== HOW TO COMPLETE THIS TASK ==
Every line in the records below that holds the word "pinky" is to be copied.

** Opening DATA PROVIDED block **

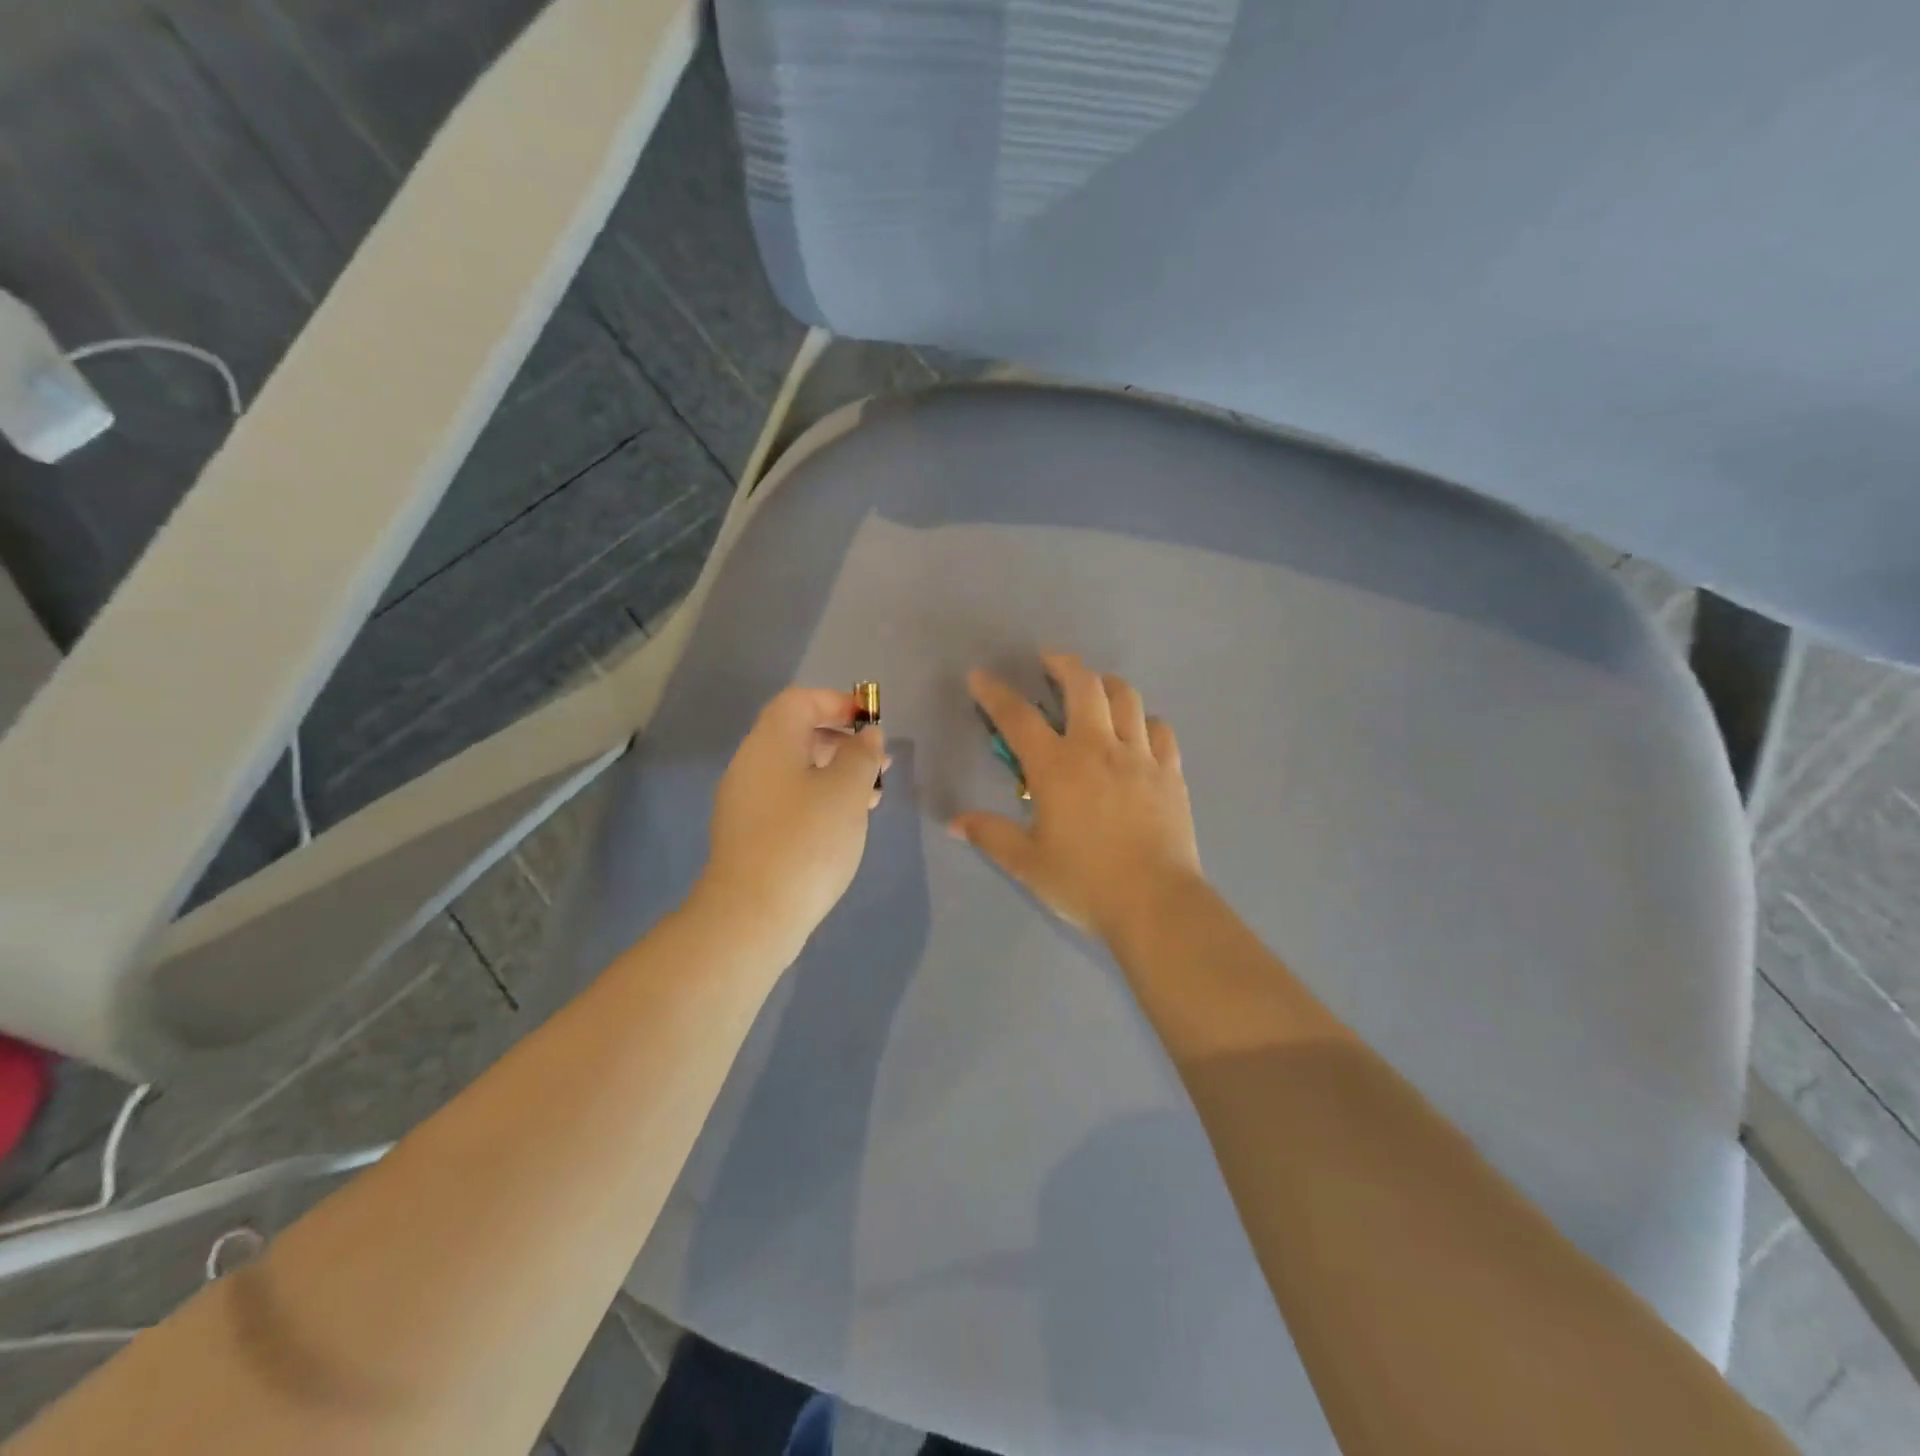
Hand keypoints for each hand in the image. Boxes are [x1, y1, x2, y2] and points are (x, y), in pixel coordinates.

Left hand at [695, 686, 887, 964]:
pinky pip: (786, 799)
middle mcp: (750, 764)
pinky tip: (841, 825)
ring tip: (870, 798)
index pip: (800, 701)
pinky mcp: (748, 833)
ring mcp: (744, 801)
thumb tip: (866, 736)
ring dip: (834, 774)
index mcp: (770, 743)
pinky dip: (817, 799)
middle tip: (878, 764)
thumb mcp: (847, 791)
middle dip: (841, 742)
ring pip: (794, 770)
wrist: (752, 914)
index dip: (837, 702)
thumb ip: (861, 755)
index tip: (870, 723)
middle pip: (796, 734)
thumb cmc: (807, 840)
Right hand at [951, 654, 1202, 941]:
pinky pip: (1159, 729)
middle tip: (1049, 661)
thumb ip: (990, 835)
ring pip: (1126, 697)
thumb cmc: (1085, 883)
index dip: (995, 693)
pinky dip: (1143, 720)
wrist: (1156, 904)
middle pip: (1083, 685)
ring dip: (1106, 684)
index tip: (980, 676)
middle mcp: (1098, 748)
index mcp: (1057, 767)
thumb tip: (954, 822)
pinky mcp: (1170, 772)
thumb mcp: (1028, 863)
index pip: (1018, 717)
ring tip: (1094, 688)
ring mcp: (1140, 756)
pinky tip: (1136, 731)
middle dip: (1062, 664)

** Closing DATA PROVIDED block **

== SOLUTION TO THIS EXERCISE ==
pinky pip: (786, 799)
pinky tip: (841, 825)
pinky mcp: (748, 833)
pinky dip: (817, 799)
pinky pip: (1159, 729)
pinky dip: (1143, 720)
pinky mcp: (1170, 772)
pinky tip: (1136, 731)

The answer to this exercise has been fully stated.